Of the production, The Australian Ballet Artistic Director, David Hallberg, said,

“Working on Oscar has been deeply meaningful because it speaks to how ballet can continue to evolve, not only in movement, but also in the narratives it embraces.”

“For much of its history, ballet has told heteronormative stories, so to collaborate with Christopher Wheeldon on a work that so boldly brings a different experience to the stage has felt especially significant.”

There’s something deeply moving about watching a storyteller become the subject of someone else’s story, and this season-opening performance seems to understand that completely. Hallberg shared that Wheeldon “has a gift for marrying emotional depth and choreography, and through his storytelling he has created a ballet that feels both intimate and expansive. I hope audiences leave with a sense of having experienced something beautiful, but also something deeply human. A story of love, identity and vulnerability that has not often been given this kind of space in dance.”

Mezzo-soprano Ema Nikolovska, a white woman in a dark top against foliage, with a circle inset photo of guitarist Sean Shibe, a mixed race man holding a guitar.

NOV 1, 2026, HERTZ HALL

Virginia Woolf’s Orlando is one of literature’s great character studies, following a protagonist who travels through centuries, changes gender, navigates complex relationships, and somehow remains entirely, stubbornly themself.
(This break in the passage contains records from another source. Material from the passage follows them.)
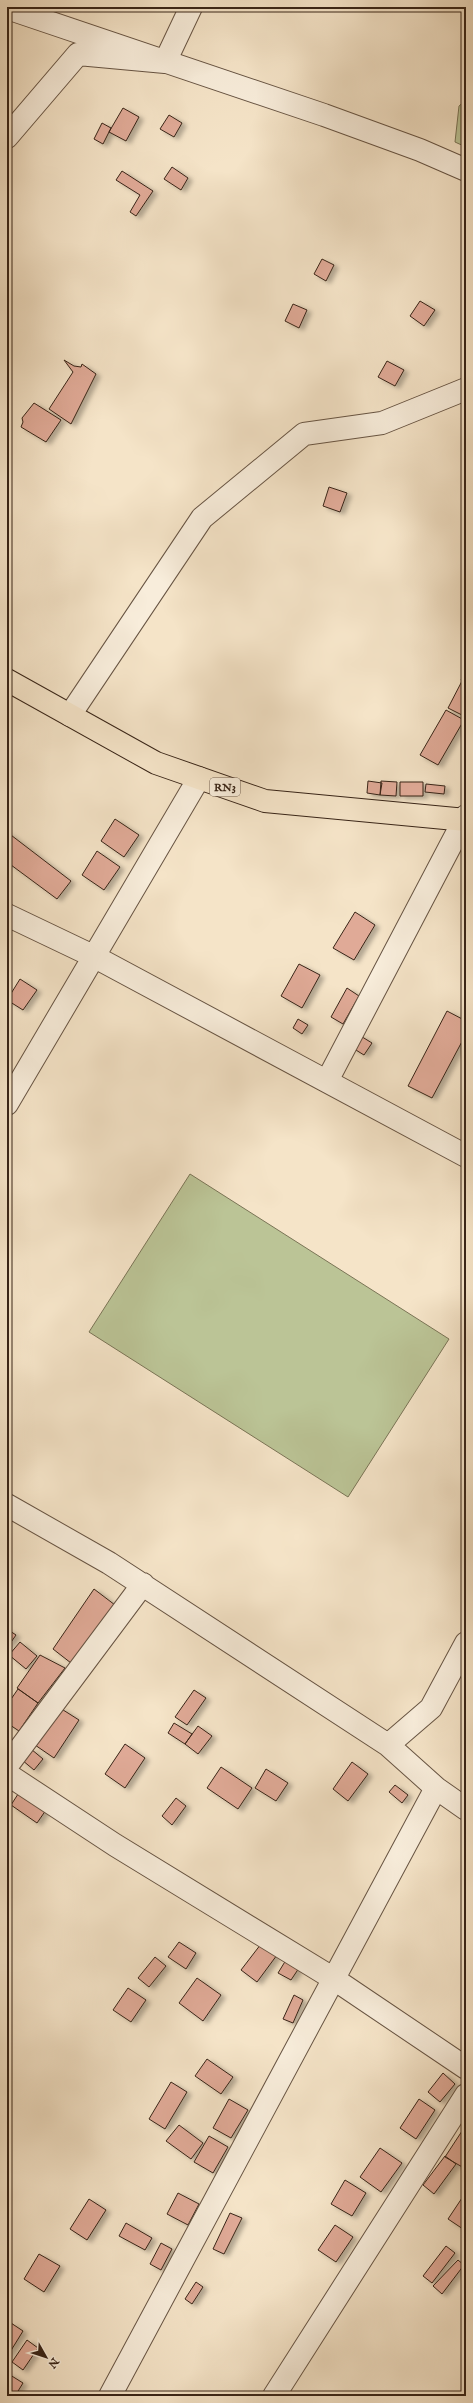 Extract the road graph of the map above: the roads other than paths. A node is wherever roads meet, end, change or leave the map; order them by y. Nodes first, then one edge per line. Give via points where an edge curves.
1 (191, 7) edge
2 (7, 8) edge
3 (165, 62) junction
4 (7, 138) edge
5 (466, 170) edge
6 (466, 389) edge
7 (7, 680) edge
8 (70, 715) junction
9 (199, 778) junction
10 (465, 819) edge
11 (7, 915) edge
12 (95, 957) junction
13 (327, 1081) junction
14 (7, 1104) edge
15 (466, 1156) edge
16 (7, 1505) edge
17 (143, 1584) junction
18 (466, 1644) edge
19 (388, 1746) junction
20 (7, 1766) edge
21 (7, 1774) edge
22 (436, 1788) junction
23 (466, 1809) edge
24 (334, 1979) junction
25 (466, 2068) edge
26 (466, 2095) edge
27 (110, 2396) edge
28 (274, 2396) edge

1 - 3 street
2 - 3 street
3 - 4 street via 78,54
3 - 5 street via 332,118 420,150
6 - 8 street via 382,423 304,434 202,518
7 - 8 highway, RN3
8 - 9 highway, RN3 via 156,763
9 - 10 highway, RN3 via 265,801
9 - 12 street
10 - 13 street
11 - 12 street
12 - 13 street
12 - 14 street
13 - 15 street
16 - 17 street
17 - 19 street
17 - 20 street
18 - 19 street via 431,1708
19 - 22 street
21 - 24 street
22 - 23 street
22 - 24 street
24 - 25 street
24 - 27 street
26 - 28 street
Orlando as a character invites us to reflect on identity, about what makes us who we are across time and circumstance—and turns out to be a perfect point of inspiration for an evening of music.

Mezzo-soprano Ema Nikolovska and guitarist Sean Shibe have built a program that riffs on the character and energy of Woolf’s groundbreaking 1928 novel, with echoes of the medieval Chanson de Roland and Ariosto’s Orlando Furioso.
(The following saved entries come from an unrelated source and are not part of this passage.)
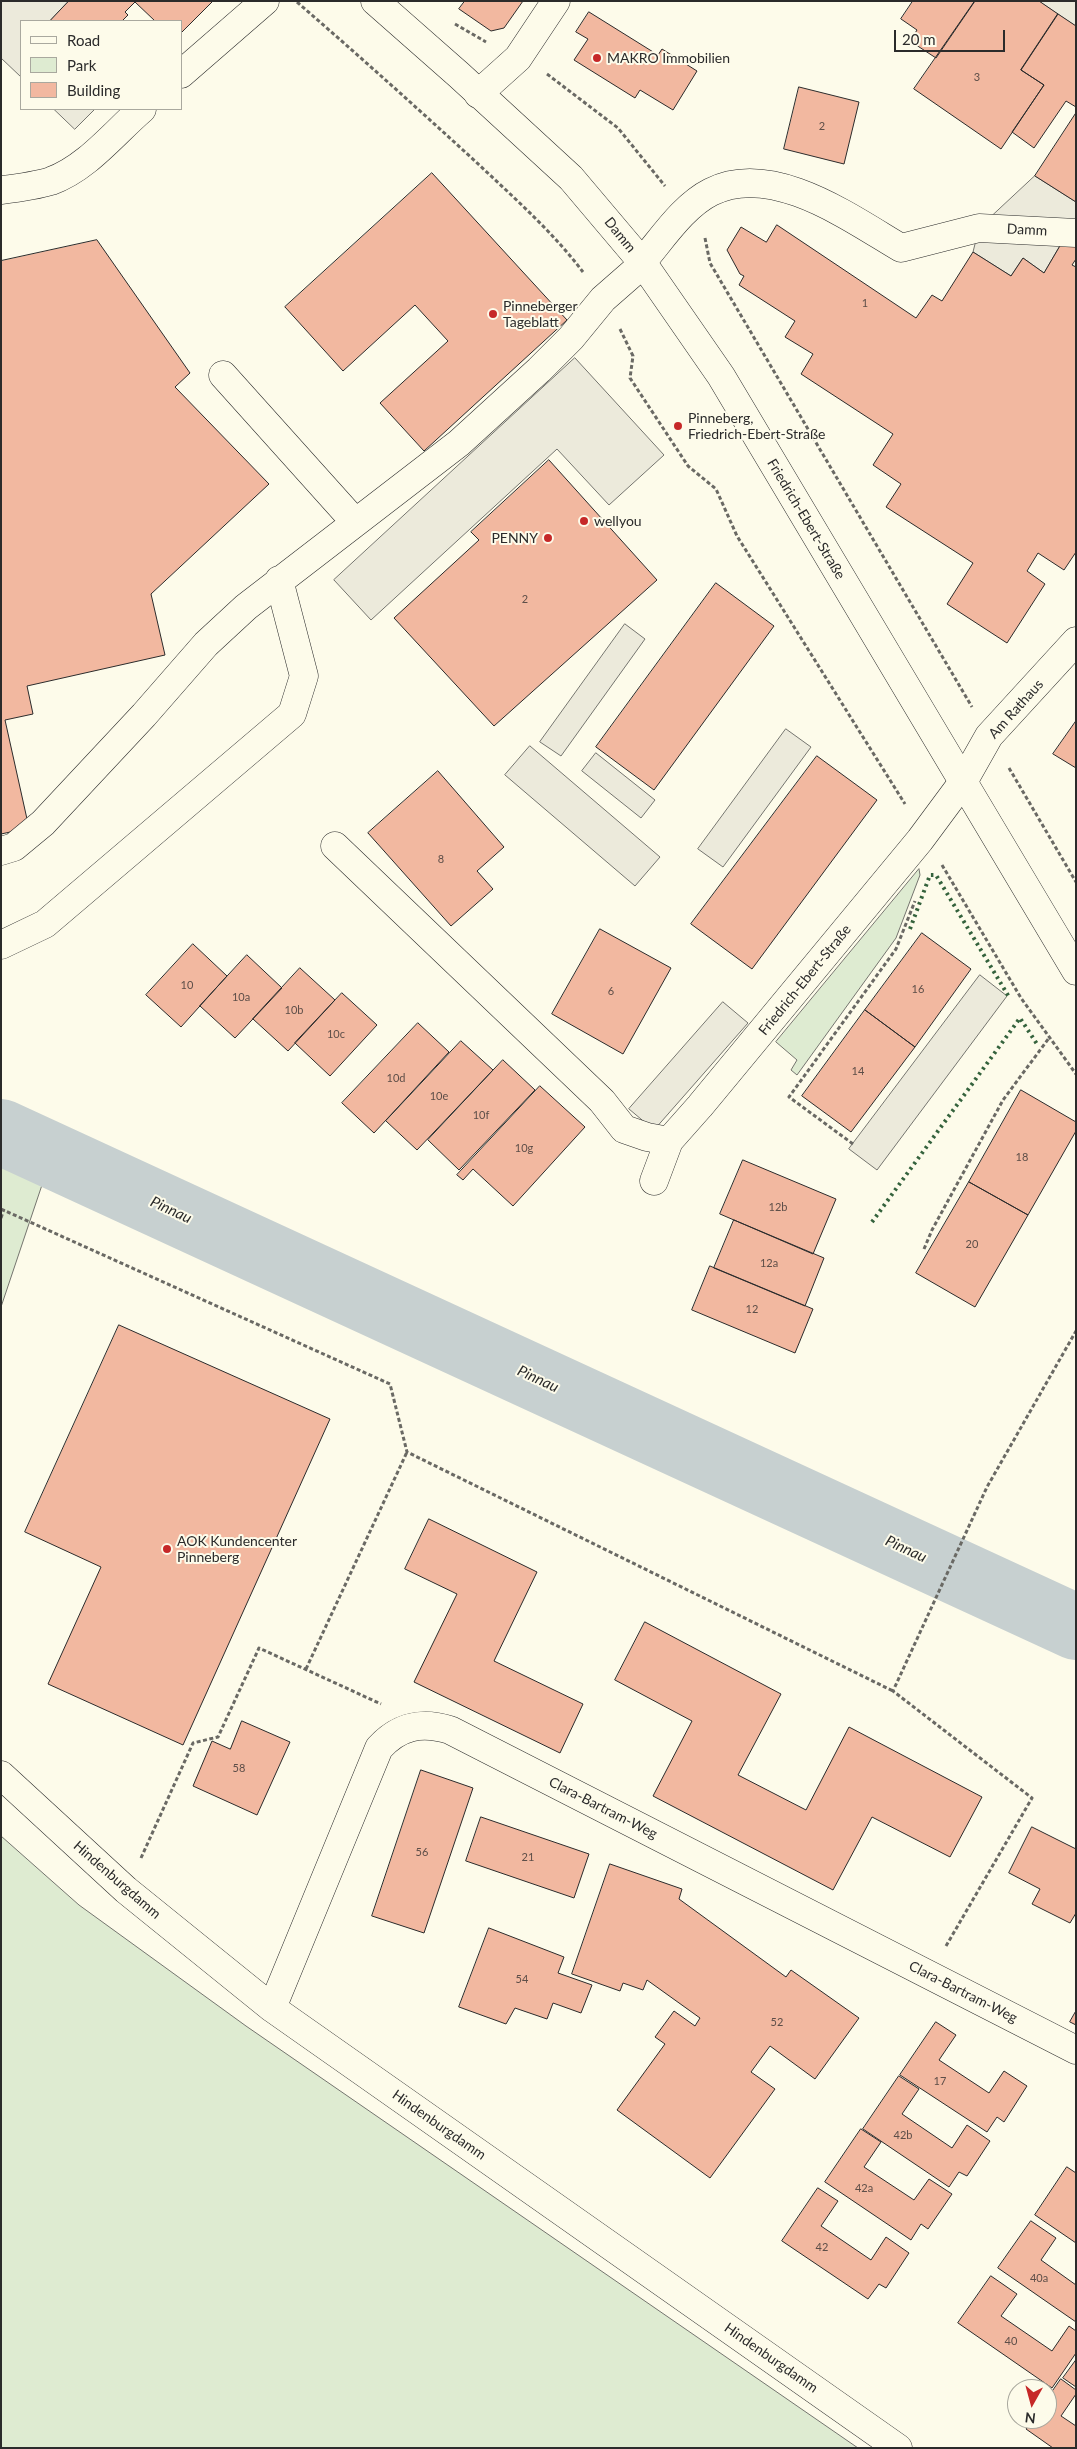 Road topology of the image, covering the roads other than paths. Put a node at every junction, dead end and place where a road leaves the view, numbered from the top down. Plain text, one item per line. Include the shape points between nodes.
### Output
1 (265, 1) edge
2 (375, 1) edge
3 (556, 1) edge
4 (182, 73) edge
5 (478, 94) junction
6 (141, 110) edge
7 (1, 190) edge
8 (1076, 233) edge
9 (642, 263) junction
10 (223, 375) dead end
11 (355, 522) junction
12 (279, 580) junction
13 (1076, 641) edge
14 (963, 782) junction
15 (335, 846) dead end
16 (1, 851) edge
17 (1, 945) edge
18 (1076, 970) edge
19 (669, 1141) junction
20 (654, 1181) dead end
21 (1, 1775) edge
22 (272, 2008) junction
23 (1076, 2050) edge
24 (898, 2448) edge

1 - 4 street
2 - 5 street, Damm
3 - 5 street via 518,58
5 - 9 street, Damm via 571,178
6 - 7 street via 66,174 34,186
8 - 9 street, Damm via 979,228 900,248 816,198 745,182 710,192 686,211
9 - 11 street via 603,299 539,370 459,443
9 - 14 street, Friedrich-Ebert-Straße via 721,376
10 - 11 street
11 - 12 street
12 - 16 street via 206,644 43,823 14,847
12 - 17 street via 304,676 292,714 45,924
13 - 14 street, Am Rathaus via 989,736
14 - 18 street, Friedrich-Ebert-Straße
14 - 19 street, Friedrich-Ebert-Straße
15 - 19 street via 602,1101 624,1129
19 - 20 street, Friedrich-Ebert-Straße
21 - 22 street, Hindenburgdamm via 126,1890
22 - 23 street, Clara-Bartram-Weg via 378,1748 402,1730 434,1725 450,1730
22 - 24 street, Hindenburgdamm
The music itself features Nikolovska’s powerful vocals alongside acoustic and electric guitar for eclectic repertoire by artists like John Dowland, Schubert, Bob Dylan, and Laurie Anderson, in addition to commissioned works written in the past and coming year by exciting voices from the US, UK, and Canada. Passages from the novel run through the entire performance, resulting in something that feels less like a traditional recital, and more like a story being told by many voices across many eras.
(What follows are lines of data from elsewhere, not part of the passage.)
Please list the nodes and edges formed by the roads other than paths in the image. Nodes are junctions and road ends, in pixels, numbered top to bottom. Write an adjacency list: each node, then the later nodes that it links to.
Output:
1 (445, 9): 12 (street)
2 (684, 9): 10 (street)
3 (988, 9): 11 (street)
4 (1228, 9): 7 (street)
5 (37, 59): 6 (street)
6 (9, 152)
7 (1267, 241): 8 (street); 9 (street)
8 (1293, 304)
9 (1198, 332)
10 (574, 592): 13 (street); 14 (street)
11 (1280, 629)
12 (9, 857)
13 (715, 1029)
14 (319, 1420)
NOV 12–15, 2026, HENRY J. KAISER CENTER FOR THE ARTS, OAKLAND

Over one million Africans labored in WWI as soldiers, as porters, and as people caught in the middle of a war that was never really theirs—yet most of their names were never recorded. William Kentridge’s extraordinary theatrical work is built around this silence, and what it means when people try to speak into it. Featuring outstanding contributions from composer Philip Miller, choreographer Gregory Maqoma, and music director and co-composer Thuthuka Sibisi, the production utilizes projection, music, movement, and a libretto collaged from fragments of poetry, proverbs, and historical texts in multiple languages to create a portrait of people whose stories were deliberately left out of the historical record. Maqoma shared,

“Working on The Head & the Load profoundly reshaped my understanding of history, particularly the scale and weight of African participation in the First World War, a history that has largely remained invisible.”

“Entering William Kentridge’s world of excavation and reconstruction made me confront how much of what we think we know is structured by absence.”

Performed here in its West Coast premiere, this electrifying, fiercely beautiful, and utterly engrossing work focuses its energy not on a simple retelling of events, but, according to Maqoma, a “re-evaluation of history, one that shifts the lens away from dominant narratives toward those who carried its invisible weigh.” The production immerses audiences in the type of memory that is energetically felt more than it is cognizantly understood. Across a 180-foot-long stage (presented this season at the Henry J. Kaiser Center for the Arts Arena), The Head & the Load sees the contributions of 37 dancers, actors, vocalists, and musicians—and enlists the emotional power of music, dance, speech, shadow play, projection, and sculpture—to deliver a deep meditation on a story that has rarely been told … and never been told like this.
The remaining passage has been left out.